You can use String.fromCharCode with the unicode characters and then the ranges will work correctly in a regular expression. Here is an example using your original problem:
var exp:RegExp = new RegExp("[" + generateRangeForUnicodeVariables(0x00A0, 0xD7FF) + generateRangeForUnicodeVariables(0xF900, 0xFDCF) + generateRangeForUnicodeVariables(0xFDF0, 0xFFEF) + "\w]", "gi");
private function generateRangeForUnicodeVariables(var1:Object, var2:Object):String
{
return String.fromCharCode(var1) + "-" + String.fromCharCode(var2);
}
This has been a problem for sometime and I couldn't find any information that it has been solved, previously asked in:
Restrict input to a specified language
and
How to specify a unicode range in a RegExp?

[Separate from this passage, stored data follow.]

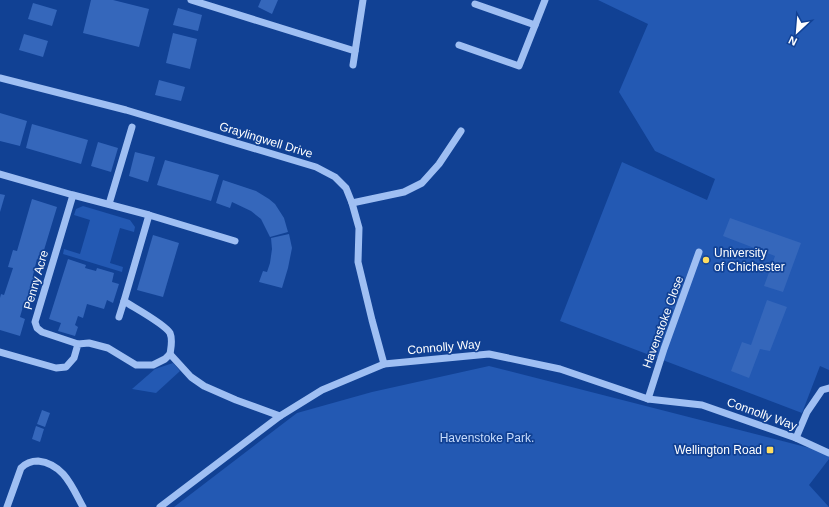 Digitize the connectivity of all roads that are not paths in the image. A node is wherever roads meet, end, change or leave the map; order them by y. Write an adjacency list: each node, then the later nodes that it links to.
1 (191, 0): 7 (street)
2 (363, 0): 7 (street)
3 (545, 0): 5 (street)
4 (475, 4): 5 (street)
5 (535, 25): 6 (street)
6 (459, 45)
7 (355, 51): 8 (street)
8 (353, 65)
9 (0, 78): 14 (street, Graylingwell Drive)
10 (132, 127): 15 (street)
11 (461, 131): 14 (street)
12 (0, 174): 13 (street)
13 (73, 195): 15 (street); 21 (street, Penny Acre)
14 (352, 203): 24 (street, Graylingwell Drive)
15 (109, 204): 16 (street)
16 (149, 215): 17 (street); 19 (street)
17 (235, 241)
18 (699, 252): 26 (street, Havenstoke Close)
19 (124, 301): 20 (street); 23 (street)
20 (119, 317)
21 (78, 344): 22 (street); 23 (street, Penny Acre)
22 (0, 352)
23 (170, 354): 27 (street)
24 (384, 364): 26 (street, Connolly Way); 27 (street, Connolly Way)
25 (829, 388): 28 (street)
26 (648, 398): 28 (street, Connolly Way)
27 (280, 416): 32 (street, Connolly Way)
28 (796, 438): 29 (street, Connolly Way)
29 (829, 452)
30 (7, 507): 31 (street)
31 (83, 507)
32 (160, 507)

I know this is a hack, but it does work in JavaScript so you could use ExternalInterface to farm the test out there and pass the result back.
Hmm. Looks like it's not about ranges, it's about multi-byte characters.
This works:
var exp:RegExp = new RegExp("[\u00A0-\u0FCF]", "gi");
var str:String = "\u00A1 \u00A2 \u00A3 \u00A3";
trace("subject:", str);
trace("match:", str.match(exp));
And this does not:
var exp:RegExp = new RegExp("[\u00A0-\u0FD0]", "gi");
var str:String = "\u00A1 \u00A2 \u00A3 \u00A3";
trace("subject:", str);
trace("match:", str.match(exp));
Anyway, you can use RegExp constructor that converts a string to a matching pattern.